=== Task to carry out ===
Copy every entry in the listing below exactly, but not the pictures.

=== Begin Enclosure ===

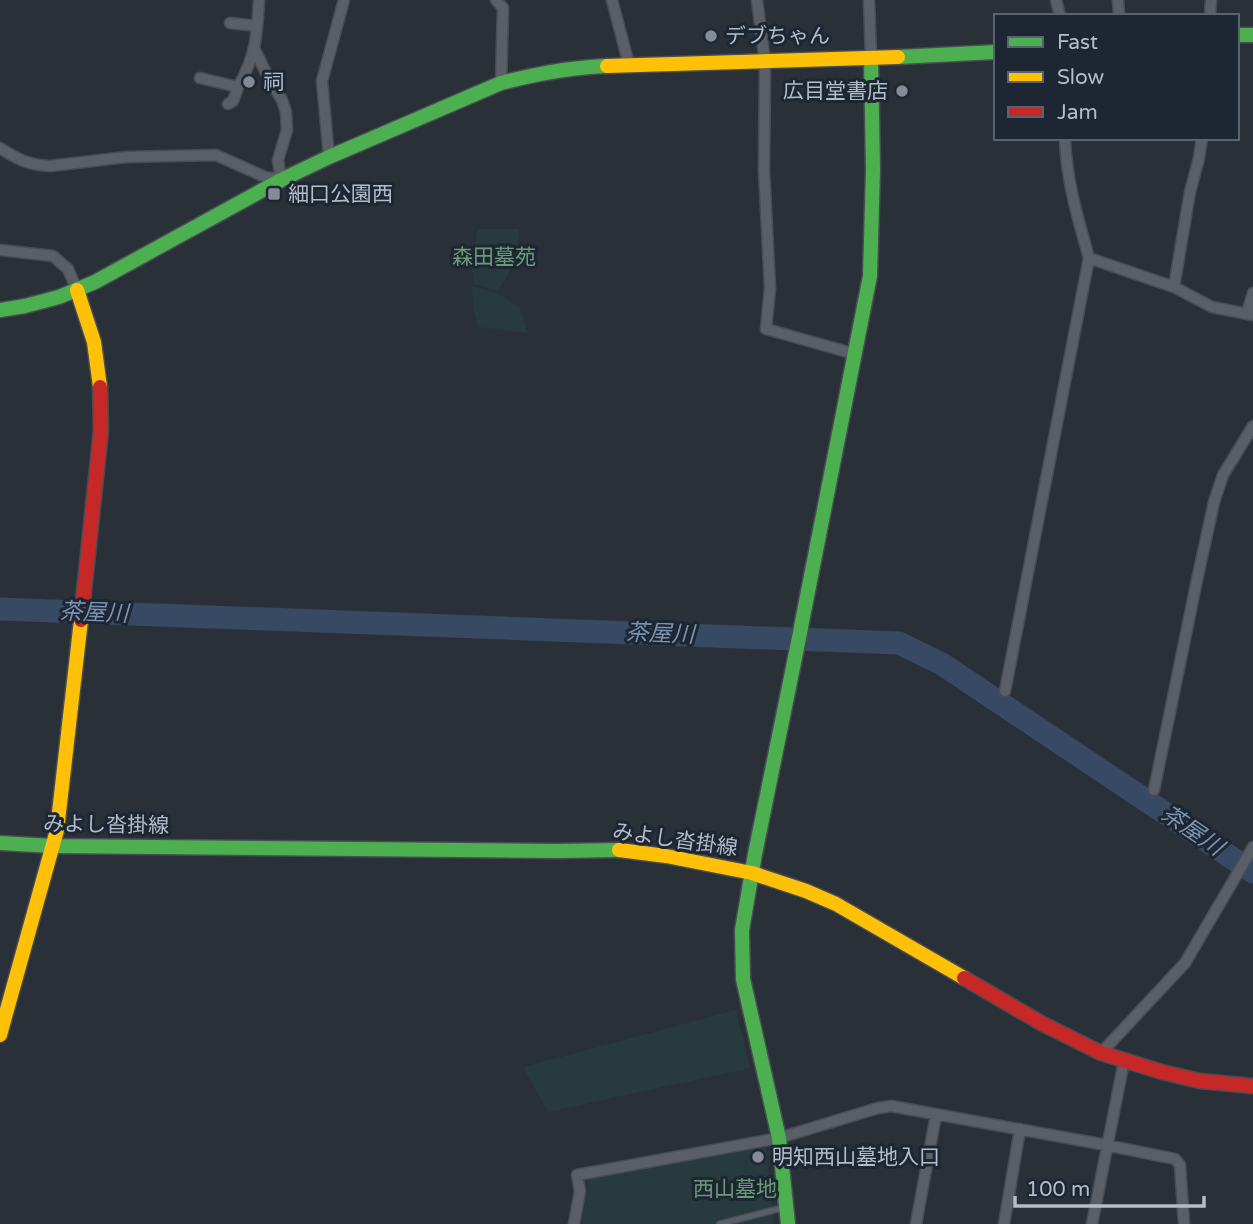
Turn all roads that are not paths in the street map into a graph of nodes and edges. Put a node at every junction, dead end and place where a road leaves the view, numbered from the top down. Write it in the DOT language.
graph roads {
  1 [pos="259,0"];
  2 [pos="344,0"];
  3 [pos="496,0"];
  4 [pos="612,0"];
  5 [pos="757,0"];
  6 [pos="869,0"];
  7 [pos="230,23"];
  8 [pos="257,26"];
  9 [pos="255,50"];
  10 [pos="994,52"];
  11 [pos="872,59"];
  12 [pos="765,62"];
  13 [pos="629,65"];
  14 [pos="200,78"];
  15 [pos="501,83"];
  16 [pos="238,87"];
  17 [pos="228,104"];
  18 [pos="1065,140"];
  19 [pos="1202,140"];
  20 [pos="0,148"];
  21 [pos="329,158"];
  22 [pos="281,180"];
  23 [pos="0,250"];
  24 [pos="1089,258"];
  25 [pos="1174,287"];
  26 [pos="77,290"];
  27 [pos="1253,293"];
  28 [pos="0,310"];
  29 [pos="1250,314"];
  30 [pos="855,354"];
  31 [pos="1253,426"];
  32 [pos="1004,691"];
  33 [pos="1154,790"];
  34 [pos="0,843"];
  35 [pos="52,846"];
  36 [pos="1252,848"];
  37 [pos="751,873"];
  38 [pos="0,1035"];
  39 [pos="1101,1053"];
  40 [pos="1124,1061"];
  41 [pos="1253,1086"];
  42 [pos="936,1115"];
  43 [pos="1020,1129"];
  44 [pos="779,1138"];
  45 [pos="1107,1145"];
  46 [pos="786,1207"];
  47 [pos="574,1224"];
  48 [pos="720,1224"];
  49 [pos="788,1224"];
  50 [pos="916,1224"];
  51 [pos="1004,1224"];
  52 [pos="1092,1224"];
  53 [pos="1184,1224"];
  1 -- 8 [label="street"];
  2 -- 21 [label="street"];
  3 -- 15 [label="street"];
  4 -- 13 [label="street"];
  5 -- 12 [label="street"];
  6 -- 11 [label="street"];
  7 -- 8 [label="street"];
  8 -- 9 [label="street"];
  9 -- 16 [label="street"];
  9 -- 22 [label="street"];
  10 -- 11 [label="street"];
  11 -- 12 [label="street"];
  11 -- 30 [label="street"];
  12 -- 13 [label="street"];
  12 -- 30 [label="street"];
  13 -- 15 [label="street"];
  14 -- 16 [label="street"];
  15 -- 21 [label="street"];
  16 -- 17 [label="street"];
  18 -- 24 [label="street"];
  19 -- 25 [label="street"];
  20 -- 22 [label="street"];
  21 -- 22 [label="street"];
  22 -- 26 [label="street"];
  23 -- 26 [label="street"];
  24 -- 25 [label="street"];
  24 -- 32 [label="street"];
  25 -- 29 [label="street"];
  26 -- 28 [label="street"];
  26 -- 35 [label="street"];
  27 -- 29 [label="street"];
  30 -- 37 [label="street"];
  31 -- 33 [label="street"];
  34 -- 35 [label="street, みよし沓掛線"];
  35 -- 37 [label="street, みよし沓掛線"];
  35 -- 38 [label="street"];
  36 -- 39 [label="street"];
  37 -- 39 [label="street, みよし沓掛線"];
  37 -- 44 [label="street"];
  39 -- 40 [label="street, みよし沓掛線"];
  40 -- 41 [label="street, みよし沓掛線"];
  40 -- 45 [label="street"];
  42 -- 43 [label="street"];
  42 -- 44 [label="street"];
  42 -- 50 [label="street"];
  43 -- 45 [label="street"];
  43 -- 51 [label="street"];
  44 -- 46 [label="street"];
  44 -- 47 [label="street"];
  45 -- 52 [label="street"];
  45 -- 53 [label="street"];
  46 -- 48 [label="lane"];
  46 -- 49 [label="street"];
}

=== End Enclosure ===

=== Exercise answer ===
Turn all roads that are not paths in the street map into a graph of nodes and edges. Put a node at every junction, dead end and place where a road leaves the view, numbered from the top down. Write it in the DOT language.
graph roads {
  1 [pos="259,0"];
  2 [pos="344,0"];
  3 [pos="496,0"];
  4 [pos="612,0"];
  5 [pos="757,0"];
  6 [pos="869,0"];
  7 [pos="230,23"];
  8 [pos="257,26"];
  9 [pos="255,50"];
  10 [pos="994,52"];
  11 [pos="872,59"];
  12 [pos="765,62"];
  13 [pos="629,65"];
  14 [pos="200,78"];
  15 [pos="501,83"];
  16 [pos="238,87"];
  17 [pos="228,104"];
  18 [pos="1065,140"];
  19 [pos="1202,140"];
  20 [pos="0,148"];
  21 [pos="329,158"];
  22 [pos="281,180"];
  23 [pos="0,250"];
  24 [pos="1089,258"];
  25 [pos="1174,287"];
  26 [pos="77,290"];
  27 [pos="1253,293"];
  28 [pos="0,310"];
  29 [pos="1250,314"];
  30 [pos="855,354"];
  31 [pos="1253,426"];
  32 [pos="1004,691"];
  33 [pos="1154,790"];
  34 [pos="0,843"];
  35 [pos="52,846"];
  36 [pos="1252,848"];
  37 [pos="751,873"];
  38 [pos="0,1035"];
  39 [pos="1101,1053"];
  40 [pos="1124,1061"];
  41 [pos="1253,1086"];
  42 [pos="936,1115"];
  43 [pos="1020,1129"];
  44 [pos="779,1138"];
  45 [pos="1107,1145"];
  46 [pos="786,1207"];
  47 [pos="574,1224"];
  48 [pos="720,1224"];
  49 [pos="788,1224"];
  50 [pos="916,1224"];
  51 [pos="1004,1224"];
  52 [pos="1092,1224"];
  53 [pos="1184,1224"];
  1 -- 8 [label="street"];
  2 -- 21 [label="street"];
  3 -- 15 [label="street"];
  4 -- 13 [label="street"];
  5 -- 12 [label="street"];
  6 -- 11 [label="street"];
  7 -- 8 [label="street"];
  8 -- 9 [label="street"];
  9 -- 16 [label="street"];
  9 -- 22 [label="street"];
  10 -- 11 [label="street"];
  11 -- 12 [label="street"];
  11 -- 30 [label="street"];
  12 -- 13 [label="street"];
  12 -- 30 [label="street"];
  13 -- 15 [label="street"];
  14 -- 16 [label="street"];
  15 -- 21 [label="street"];
  16 -- 17 [label="street"];
  18 -- 24 [label="street"];
  19 -- 25 [label="street"];
  20 -- 22 [label="street"];
  21 -- 22 [label="street"];
  22 -- 26 [label="street"];
  23 -- 26 [label="street"];
  24 -- 25 [label="street"];
  24 -- 32 [label="street"];
  25 -- 29 [label="street"];
  26 -- 28 [label="street"];
  26 -- 35 [label="street"];
  27 -- 29 [label="street"];
  30 -- 37 [label="street"];
  31 -- 33 [label="street"];
  34 -- 35 [label="street, みよし沓掛線"];
  35 -- 37 [label="street, みよし沓掛線"];
  35 -- 38 [label="street"];
  36 -- 39 [label="street"];
  37 -- 39 [label="street, みよし沓掛線"];
  37 -- 44 [label="street"];
  39 -- 40 [label="street, みよし沓掛線"];
  40 -- 41 [label="street, みよし沓掛線"];
  40 -- 45 [label="street"];
  42 -- 43 [label="street"];
  42 -- 44 [label="street"];
  42 -- 50 [label="street"];
  43 -- 45 [label="street"];
  43 -- 51 [label="street"];
  44 -- 46 [label="street"];
  44 -- 47 [label="street"];
  45 -- 52 [label="street"];
  45 -- 53 [label="street"];
  46 -- 48 [label="lane"];
  46 -- 49 [label="street"];
}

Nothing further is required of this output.